Objective To investigate the inhibitory effect of bardoxolone methyl (CDDO-Me) on activation of NLRP3 inflammasome and its mechanism for alleviating acute liver injury (ALI). Methods Mouse bone marrow-derived macrophages (BMDM) and THP-1 cells were pre-treated with CDDO-Me followed by treatment with Nigericin, ATP, MSU, intracellular LPS transfection for activation of NLRP3 inflammasomes, or poly A:T for activation of AIM2 inflammasomes. The levels of caspase-1 and IL-1β in the cell culture supernatant was determined with Western blotting and ELISA to assess the inhibitory effect of CDDO-Me on NLRP3 inflammasomes and its specificity.

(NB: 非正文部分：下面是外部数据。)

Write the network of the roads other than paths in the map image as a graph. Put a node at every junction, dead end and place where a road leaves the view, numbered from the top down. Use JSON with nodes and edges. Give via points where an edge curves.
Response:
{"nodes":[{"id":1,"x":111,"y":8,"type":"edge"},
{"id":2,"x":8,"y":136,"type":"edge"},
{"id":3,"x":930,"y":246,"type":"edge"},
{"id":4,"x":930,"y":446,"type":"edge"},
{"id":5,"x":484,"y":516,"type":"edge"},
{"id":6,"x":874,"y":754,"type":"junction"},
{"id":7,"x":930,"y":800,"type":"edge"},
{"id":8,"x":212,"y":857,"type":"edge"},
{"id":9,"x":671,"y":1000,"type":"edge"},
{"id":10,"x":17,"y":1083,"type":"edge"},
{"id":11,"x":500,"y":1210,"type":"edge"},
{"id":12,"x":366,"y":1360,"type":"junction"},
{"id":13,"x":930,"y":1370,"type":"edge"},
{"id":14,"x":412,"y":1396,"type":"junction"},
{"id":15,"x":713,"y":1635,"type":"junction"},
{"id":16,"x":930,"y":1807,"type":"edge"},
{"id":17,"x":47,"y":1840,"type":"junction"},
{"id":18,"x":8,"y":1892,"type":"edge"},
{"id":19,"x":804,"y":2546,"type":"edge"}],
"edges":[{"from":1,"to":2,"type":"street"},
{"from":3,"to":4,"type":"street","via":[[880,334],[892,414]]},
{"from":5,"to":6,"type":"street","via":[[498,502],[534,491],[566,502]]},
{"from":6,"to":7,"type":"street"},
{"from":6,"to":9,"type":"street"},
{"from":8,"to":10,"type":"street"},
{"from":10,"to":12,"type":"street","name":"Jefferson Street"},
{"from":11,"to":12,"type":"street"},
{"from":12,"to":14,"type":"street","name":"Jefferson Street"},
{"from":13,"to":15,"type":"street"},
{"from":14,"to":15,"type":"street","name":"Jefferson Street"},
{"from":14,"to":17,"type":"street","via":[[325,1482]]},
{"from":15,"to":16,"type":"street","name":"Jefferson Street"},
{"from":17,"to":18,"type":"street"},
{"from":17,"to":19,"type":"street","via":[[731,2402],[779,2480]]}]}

In the animalexperiment, male C57BL/6J mouse models of acetaminophen-induced ALI were treated with low-dose (20 mg/kg) and high-dose (40 mg/kg) CDDO-Me, and the changes in serum levels of IL-1β, TNF-α, AST and ALT were measured by ELISA and liver tissue pathology was observed using HE staining. Results In mouse BMDM and THP-1 cells, CDDO-Me dose-dependently inhibited the activation of NLRP3 inflammasomes without significantly affecting the secretion of non-inflammasome-related inflammatory factors IL-6 and TNF-α or AIM2 inflammasome activation. In the mouse models of ALI, CDDO-Me treatment at both the low and high doses significantly reduced serum levels of IL-1β, AST and ALT, ameliorated histological changes and reduced inflammatory cell infiltration in the liver tissue, and the effects exhibited a distinct dose dependence. Conclusion CDDO-Me can specifically inhibit the activation of NLRP3 inflammasomes to alleviate acetaminophen-induced ALI in mice.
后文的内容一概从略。